1 files changed, 92 insertions, 12 deletions
diff --git a/lib/Target/SystemZ/SystemZISelLowering.cpp b/lib/Target/SystemZ/SystemZISelLowering.cpp
index 2801141cd951..2d916d2e1521 100644
--- a/lib/Target/SystemZ/SystemZISelLowering.cpp
+++ b/lib/Target/SystemZ/SystemZISelLowering.cpp
@@ -101,7 +101,10 @@ SystemZTargetLowering::SystemZTargetLowering(const TargetMachine &TM,
     addRegisterClass(MVT::f32, &SystemZ::FP32BitRegClass);
     addRegisterClass(MVT::f64, &SystemZ::FP64BitRegClass);
   }
-  addRegisterClass(MVT::f128, &SystemZ::FP128BitRegClass);
+  if (Subtarget.hasVectorEnhancements1())
+    addRegisterClass(MVT::f128, &SystemZ::VR128BitRegClass);
+  else
+    addRegisterClass(MVT::f128, &SystemZ::FP128BitRegClass);
 
   if (Subtarget.hasVector()) {
     addRegisterClass(MVT::v16i8, &SystemZ::VR128BitRegClass);
@@ -316,7 +319,10 @@ SystemZTargetLowering::SystemZTargetLowering(const TargetMachine &TM,
       setOperationAction(ISD::AND, VT, Legal);
       setOperationAction(ISD::OR, VT, Legal);
       setOperationAction(ISD::XOR, VT, Legal);
-      setOperationAction(ISD::CTPOP, VT, Custom);
+      if (Subtarget.hasVectorEnhancements1())
+        setOperationAction(ISD::CTPOP, VT, Legal);
+      else
+        setOperationAction(ISD::CTPOP, VT, Custom);
       setOperationAction(ISD::CTTZ, VT, Legal);
       setOperationAction(ISD::CTLZ, VT, Legal);
 
@@ -414,10 +420,60 @@ SystemZTargetLowering::SystemZTargetLowering(const TargetMachine &TM,
     setOperationAction(ISD::FROUND, MVT::v2f64, Legal);
   }
 
+  // The vector enhancements facility 1 has instructions for these.

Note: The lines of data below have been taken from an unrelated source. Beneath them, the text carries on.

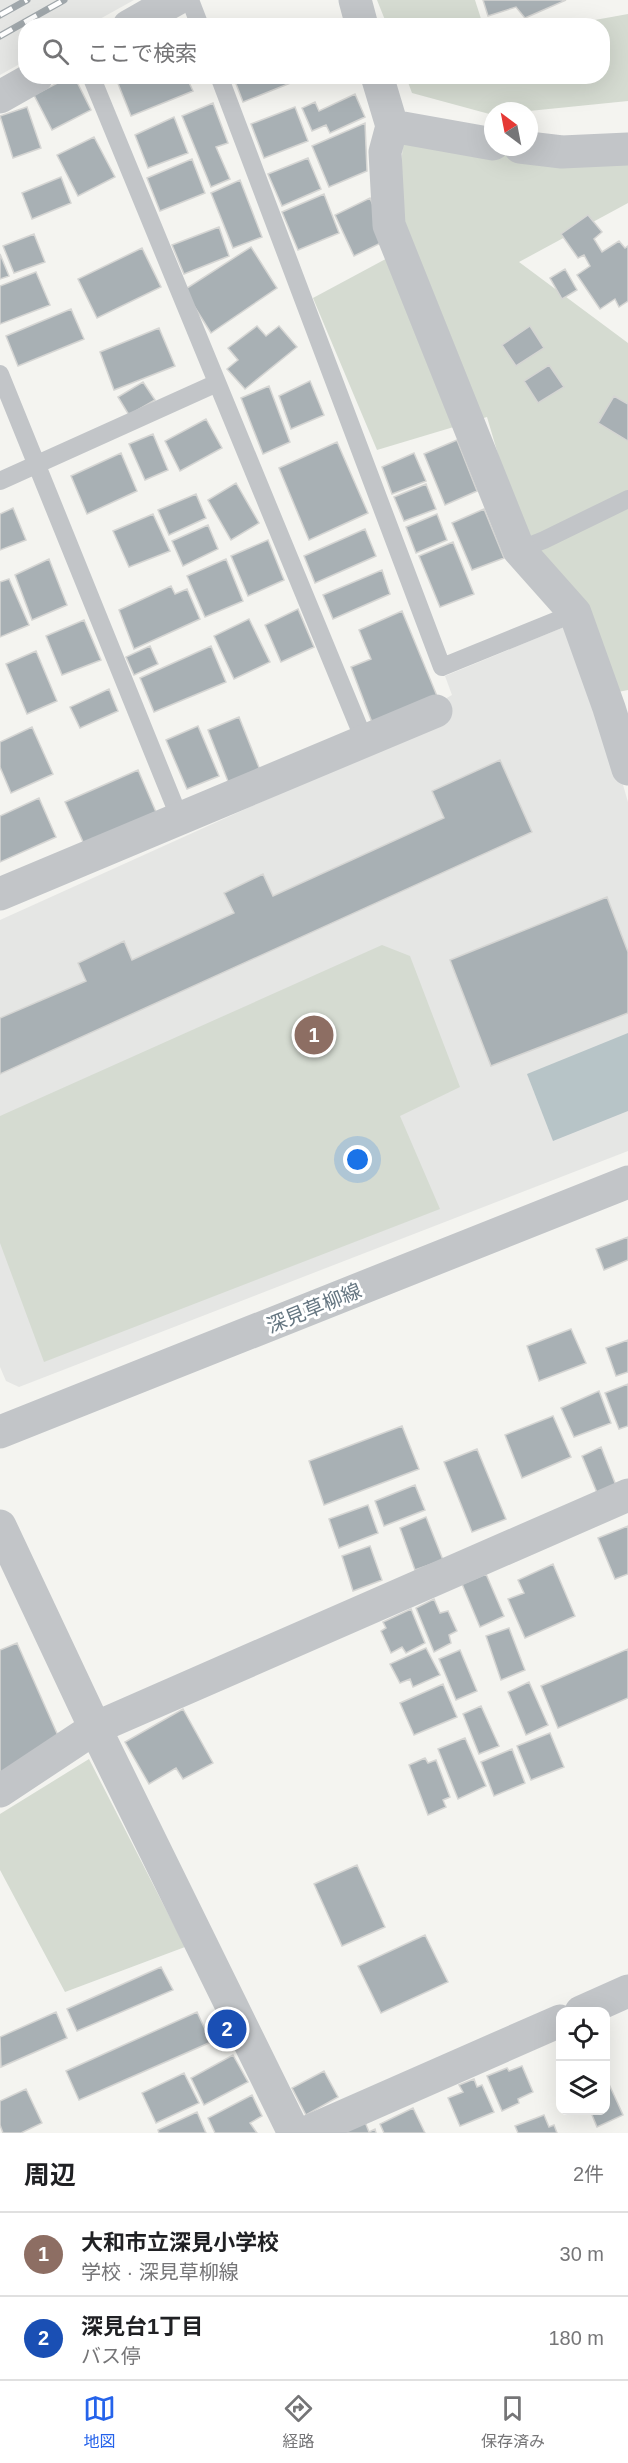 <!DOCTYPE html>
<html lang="ja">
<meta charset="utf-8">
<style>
body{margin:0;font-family:Helvetica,"Noto Sans JP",sans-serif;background:#f2f2f2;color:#202124}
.controls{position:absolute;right:18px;bottom:18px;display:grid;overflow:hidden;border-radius:12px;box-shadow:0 6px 24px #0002}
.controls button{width:54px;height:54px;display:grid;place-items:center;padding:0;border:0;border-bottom:2px solid #e0e0e0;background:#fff;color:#202124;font:30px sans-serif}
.compass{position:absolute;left:484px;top:102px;width:54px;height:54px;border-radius:50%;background:#fff;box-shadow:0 6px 24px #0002;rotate:328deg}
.you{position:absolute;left:358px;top:1160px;width:21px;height:21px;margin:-15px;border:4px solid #fff;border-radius:50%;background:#1a73e8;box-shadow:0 0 0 9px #1a73e833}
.badge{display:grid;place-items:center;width:39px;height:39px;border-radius:50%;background:#2563eb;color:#fff;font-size:20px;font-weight:700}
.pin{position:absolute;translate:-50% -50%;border:3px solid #fff;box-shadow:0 2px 6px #0006}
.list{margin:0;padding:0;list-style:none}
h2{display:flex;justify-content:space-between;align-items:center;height:78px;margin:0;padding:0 24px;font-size:26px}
h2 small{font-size:20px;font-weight:400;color:#757577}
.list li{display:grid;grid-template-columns:39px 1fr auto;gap:18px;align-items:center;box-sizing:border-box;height:84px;padding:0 24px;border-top:2px solid #e0e0e0}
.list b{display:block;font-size:22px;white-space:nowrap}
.list p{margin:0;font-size:20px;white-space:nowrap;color:#757577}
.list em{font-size:20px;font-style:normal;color:#757577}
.icon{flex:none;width:33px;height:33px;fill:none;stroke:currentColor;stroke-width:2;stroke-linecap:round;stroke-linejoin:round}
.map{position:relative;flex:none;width:628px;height:2133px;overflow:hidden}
.search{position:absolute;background:#fff;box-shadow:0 6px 24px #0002;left:18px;right:18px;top:18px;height:66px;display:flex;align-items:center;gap:15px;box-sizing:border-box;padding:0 21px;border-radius:24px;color:#757577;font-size:22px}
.sheet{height:246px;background:#fff}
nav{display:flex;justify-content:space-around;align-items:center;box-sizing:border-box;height:84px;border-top:2px solid #e0e0e0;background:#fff;font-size:16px;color:#757577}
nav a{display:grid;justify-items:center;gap:3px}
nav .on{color:#2563eb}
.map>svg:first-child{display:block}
</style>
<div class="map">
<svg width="628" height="2133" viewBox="0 0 628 2133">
<rect width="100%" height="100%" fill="#f4f4f0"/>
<path fill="#e5e6e4" d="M0,0H134L89,25L26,26L25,61L0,75Z
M569,625L578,630L628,802V1151L19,1387L6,1381L0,1367V920L445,719L443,700L452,695L445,676Z"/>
<path fill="#d5dbd1" d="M377,0H475L483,25H387Z
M628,14V101L529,111H493V115L412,93L406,77L602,76V26L567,25Z
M403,141L628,164V203L519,262L628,343V690L608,694L525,546L487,417L377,450L313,298L408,247L400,185Z
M382,945L410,956L460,1087L400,1116L440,1209L44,1362L0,1243V1116Z
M89,1759L185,1947L65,1992L0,1870V1814Z"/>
<path fill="#b7c4c7" d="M628,1033V1111L553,1141L527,1074Z"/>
<path fill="#a8b0b4" stroke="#d5d5d3" stroke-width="1.5" d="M483,0H566L525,18L516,7L488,16Z
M71,76H74L91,110L52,130L34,95Z
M115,76H186L193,91L131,116Z
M233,76H291L293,82L243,102Z
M355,94L365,117L330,133L326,125L312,131L302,108L315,102L319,111Z
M213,103L228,143L216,147L230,179L211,187L182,116Z
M27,107L41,148L13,158L0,116Z
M295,107L308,141L264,158L251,124Z
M174,117L188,153L148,168L135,135Z
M365,123L367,171L329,187L312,146Z
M94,137L115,177L78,196L57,155Z
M308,158L321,189L282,206L268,174Z
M192,159L205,193L160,211L147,178Z
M61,177L71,203L32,219L22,193Z
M240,180L262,237L233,248L211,193Z
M324,194L339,233L298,250L282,212Z
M370,198L387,240L354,256L335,215Z
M588,215L602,232L594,239L602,252L619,241L625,248L628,246V301L619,307L615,299L600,309L577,275L590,266L584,255L578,258L561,234Z
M219,227L229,256L184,274L172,245Z
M34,234L45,262L14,273L3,246Z
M251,247L277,288L211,333L184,290Z
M142,248L161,287L97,318L78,279Z
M0,254L9,276L0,279Z
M565,269L577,290L562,299L550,278Z
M36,272L50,305L0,324V286Z
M71,309L84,339L18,366L6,336Z
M257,326L266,336L279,326L297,347L245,389L227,369L238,360L228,348Z
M530,326L544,348L516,366L502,345Z
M159,328L175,366L114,390L100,352Z
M549,365L564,387L538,403L524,381Z
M310,381L324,415L291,429L279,396Z
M143,382L155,400L129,415L118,397Z
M269,386L290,442L263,454L241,398Z
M614,396L628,404V441L598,423Z
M206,419L222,448L180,471L165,441Z
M153,434L168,470L145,480L129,444Z
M457,440L477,491L445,505L424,454Z
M337,442L368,513L309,540L279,468Z
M121,453L137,491L87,514L71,476Z
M414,453L426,481L392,494L382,467Z
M236,483L259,523L231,540L208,500Z
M426,484L436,509L404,521L394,497Z
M196,494L206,518L169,535L158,510Z
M13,508L26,540L0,550V514Z
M484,509L504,558L472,570L452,523Z
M153,514L170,551L129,567L113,531Z
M437,514L447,540L416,553L406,527Z
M208,525L218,549L183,566L172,541Z
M365,529L376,556L315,583L304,556Z
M268,540L284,580L248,596L231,556Z
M453,542L474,594L440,607L419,556Z
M49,559L67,605L32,620L15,575Z
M226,559L243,601L205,617L187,576Z
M382,570L390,594L333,619L323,595Z
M9,579L29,625L0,637V582Z
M171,586L175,594L187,589L200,619L134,649L119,610Z
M298,609L314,647L281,662L265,625Z
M402,611L437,696L373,725L351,667L371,659L359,630Z
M249,619L270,662L234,679L214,636Z
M84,620L101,660L62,675L46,636Z
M150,646L158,664L134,675L126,657Z
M211,646L226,682L154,712L140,678Z
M36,651L57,701L27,714L6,664Z
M109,689L118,711L80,728L70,707Z
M239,717L262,775L231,789L208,730Z
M198,726L219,776L187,789L166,740Z
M32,727L53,774L11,793L0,767V742Z
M500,760L532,832L0,1074V1018L86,981L78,963L124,941L132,960L234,913L224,893L263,874L273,896L444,818L432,791Z
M138,770L156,812L84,844L65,802Z
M39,798L56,837L0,862V816Z
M607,897L628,952V1013L491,1066L450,960Z
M628,1237V1260L604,1270L596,1249Z
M571,1329L586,1363L539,1381L527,1346Z
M628,1340V1372L616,1376L606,1348Z
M628,1384V1426L619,1429L605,1393Z
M599,1391L611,1423L574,1437L561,1408Z
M553,1416L571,1457L522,1478L505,1435Z
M402,1426L419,1469L324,1505L309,1461Z
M601,1447L617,1488L598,1495L582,1456Z
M477,1449L506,1519L472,1532L444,1462Z
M415,1485L425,1510L384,1526L375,1501Z
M368,1505L378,1533L339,1548L329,1519Z
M426,1517L443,1560L415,1570L400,1528Z
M628,1526V1574L615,1579L598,1538Z
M370,1546L382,1580L353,1591L342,1556Z
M553,1564L575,1616L525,1638L508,1599L524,1593L518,1580Z
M486,1574L504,1616L480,1627L462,1584Z
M434,1599L440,1613L448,1611L457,1631L449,1635L451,1643L434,1652L416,1608Z
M411,1609L425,1643L406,1653L402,1647L391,1653L381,1631L386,1628L383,1622Z
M509,1628L525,1670L501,1680L486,1636Z
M17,1643L63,1747L0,1776V1650Z
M426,1648L440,1675L413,1687L410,1679L400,1683L390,1664Z
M628,1649V1698L558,1728L541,1686Z
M460,1650L477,1691L456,1700L439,1659Z
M529,1682L548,1725L526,1735L508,1692Z
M443,1684L457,1717L414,1735L400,1703Z
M481,1706L499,1746L479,1754L463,1714Z
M183,1709L213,1763L183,1779L176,1768L149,1784L125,1742Z
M550,1733L564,1767L531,1780L517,1746Z
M465,1738L486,1786L458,1799L438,1749Z
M512,1749L525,1783L494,1796L481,1762Z
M425,1758L428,1763L436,1760L450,1797L443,1800L446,1807L428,1815L409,1765Z
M357,1865L385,1927L342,1946L314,1884Z
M425,1935L448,1982L381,2013L358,1966Z
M161,1967L173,1990L77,2031L67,2009Z
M56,2012L67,2038L1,2067L0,2037Z
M197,2012L211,2042L79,2100L66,2071Z
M233,2055L248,2082L204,2105L191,2078Z
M522,2066L533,2092L518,2099L519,2103L502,2111L487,2076L507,2068L509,2071Z
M324,2071L338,2097L306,2115L292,2088Z
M184,2073L199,2103L156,2123L142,2093Z
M474,2079L477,2087L482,2085L494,2112L460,2126L448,2098L463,2092L459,2085Z
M608,2082L623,2115L597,2127L590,2110H606V2083Z
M26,2089L42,2123L21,2133H3L0,2125V2101Z
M252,2095L262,2116L250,2123L257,2133H215L208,2118Z
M413,2108L425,2133H384L380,2124Z
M197,2112L206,2133H159L158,2130Z
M544,2115L549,2127L554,2125L557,2133H518L515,2126Z
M365,2122L369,2132L375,2129L376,2133H341Z"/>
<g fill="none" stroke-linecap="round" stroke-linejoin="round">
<path stroke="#c2c5c8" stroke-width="18" d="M190,0L200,26
M91,76L365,742
M219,76L442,667L575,613
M0,374L180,819
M0,481L217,383
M519,550L544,540L628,499"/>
<path stroke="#c2c5c8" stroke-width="33" d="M355,0L362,26
M129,26L175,0
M377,76L392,126L385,152L389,225L519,550L575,613L609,708L628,769
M0,97L37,76
M392,126L493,144
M520,147L562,152L628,149
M0,894L436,711
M0,1526L95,1728L294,2133
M0,1791L95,1728L628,1495
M581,2012L628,1991
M305,2133L560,2021"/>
<path stroke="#c2c5c8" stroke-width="33" d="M0,1432L628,1182"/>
<g stroke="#a0a7ab" stroke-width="7">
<path id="rail" d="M0,15L27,0
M0,36L64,0"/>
</g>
<use href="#rail" stroke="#fff" stroke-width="4.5" stroke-dasharray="14" stroke-linecap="butt"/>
</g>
<g text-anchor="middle" stroke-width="6" stroke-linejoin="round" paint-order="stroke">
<g font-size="20" fill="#647580" stroke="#fff">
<text transform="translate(314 1308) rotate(-22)" y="7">深見草柳線</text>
</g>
</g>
</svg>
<div class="controls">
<button><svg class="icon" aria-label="locate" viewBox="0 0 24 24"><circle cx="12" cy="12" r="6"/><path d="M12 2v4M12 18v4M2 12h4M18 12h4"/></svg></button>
<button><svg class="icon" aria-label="layers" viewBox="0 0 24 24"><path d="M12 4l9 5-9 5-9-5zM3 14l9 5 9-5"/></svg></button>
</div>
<svg class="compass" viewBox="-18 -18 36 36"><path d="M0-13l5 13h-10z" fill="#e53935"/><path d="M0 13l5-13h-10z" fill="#757577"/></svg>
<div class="you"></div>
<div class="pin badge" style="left:314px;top:1035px;background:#8d6e63">1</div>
<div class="pin badge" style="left:227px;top:2029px;background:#1a4fb4">2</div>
<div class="search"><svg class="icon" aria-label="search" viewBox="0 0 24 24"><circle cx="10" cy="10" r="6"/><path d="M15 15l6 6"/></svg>ここで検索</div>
</div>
<section class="sheet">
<h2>周辺<small>2件</small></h2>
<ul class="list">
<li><span class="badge" style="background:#8d6e63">1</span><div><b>大和市立深見小学校</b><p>学校 · 深見草柳線</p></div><em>30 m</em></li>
<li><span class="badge" style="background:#1a4fb4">2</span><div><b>深見台1丁目</b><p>バス停</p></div><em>180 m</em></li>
</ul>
</section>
<nav>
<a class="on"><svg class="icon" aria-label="map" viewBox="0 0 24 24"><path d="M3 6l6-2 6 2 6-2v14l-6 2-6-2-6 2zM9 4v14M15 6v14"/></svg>地図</a>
<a><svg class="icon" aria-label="directions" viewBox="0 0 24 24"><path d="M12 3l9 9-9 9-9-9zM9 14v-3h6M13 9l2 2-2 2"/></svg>経路</a>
<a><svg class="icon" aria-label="saved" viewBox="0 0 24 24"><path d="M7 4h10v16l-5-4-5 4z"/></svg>保存済み</a>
</nav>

+  if (Subtarget.hasVectorEnhancements1()) {
+    setOperationAction(ISD::FADD, MVT::v4f32, Legal);
+    setOperationAction(ISD::FNEG, MVT::v4f32, Legal);
+    setOperationAction(ISD::FSUB, MVT::v4f32, Legal);
+    setOperationAction(ISD::FMUL, MVT::v4f32, Legal);
+    setOperationAction(ISD::FMA, MVT::v4f32, Legal);
+    setOperationAction(ISD::FDIV, MVT::v4f32, Legal);
+    setOperationAction(ISD::FABS, MVT::v4f32, Legal);
+    setOperationAction(ISD::FSQRT, MVT::v4f32, Legal);
+    setOperationAction(ISD::FRINT, MVT::v4f32, Legal);
+    setOperationAction(ISD::FNEARBYINT, MVT::v4f32, Legal);
+    setOperationAction(ISD::FFLOOR, MVT::v4f32, Legal);
+    setOperationAction(ISD::FCEIL, MVT::v4f32, Legal);
+    setOperationAction(ISD::FTRUNC, MVT::v4f32, Legal);
+    setOperationAction(ISD::FROUND, MVT::v4f32, Legal);
+
+    setOperationAction(ISD::FMAXNUM, MVT::f64, Legal);
+    setOperationAction(ISD::FMAXNAN, MVT::f64, Legal);
+    setOperationAction(ISD::FMINNUM, MVT::f64, Legal);
+    setOperationAction(ISD::FMINNAN, MVT::f64, Legal);
+
+    setOperationAction(ISD::FMAXNUM, MVT::v2f64, Legal);
+    setOperationAction(ISD::FMAXNAN, MVT::v2f64, Legal);
+    setOperationAction(ISD::FMINNUM, MVT::v2f64, Legal);
+    setOperationAction(ISD::FMINNAN, MVT::v2f64, Legal);
+
+    setOperationAction(ISD::FMAXNUM, MVT::f32, Legal);
+    setOperationAction(ISD::FMAXNAN, MVT::f32, Legal);
+    setOperationAction(ISD::FMINNUM, MVT::f32, Legal);
+    setOperationAction(ISD::FMINNAN, MVT::f32, Legal);
+
+    setOperationAction(ISD::FMAXNUM, MVT::v4f32, Legal);
+    setOperationAction(ISD::FMAXNAN, MVT::v4f32, Legal);
+    setOperationAction(ISD::FMINNUM, MVT::v4f32, Legal);
+    setOperationAction(ISD::FMINNAN, MVT::v4f32, Legal);
+
+    setOperationAction(ISD::FMAXNUM, MVT::f128, Legal);
+    setOperationAction(ISD::FMAXNAN, MVT::f128, Legal);
+    setOperationAction(ISD::FMINNUM, MVT::f128, Legal);
+    setOperationAction(ISD::FMINNAN, MVT::f128, Legal);
+  }
+
   // We have fused multiply-addition for f32 and f64 but not f128.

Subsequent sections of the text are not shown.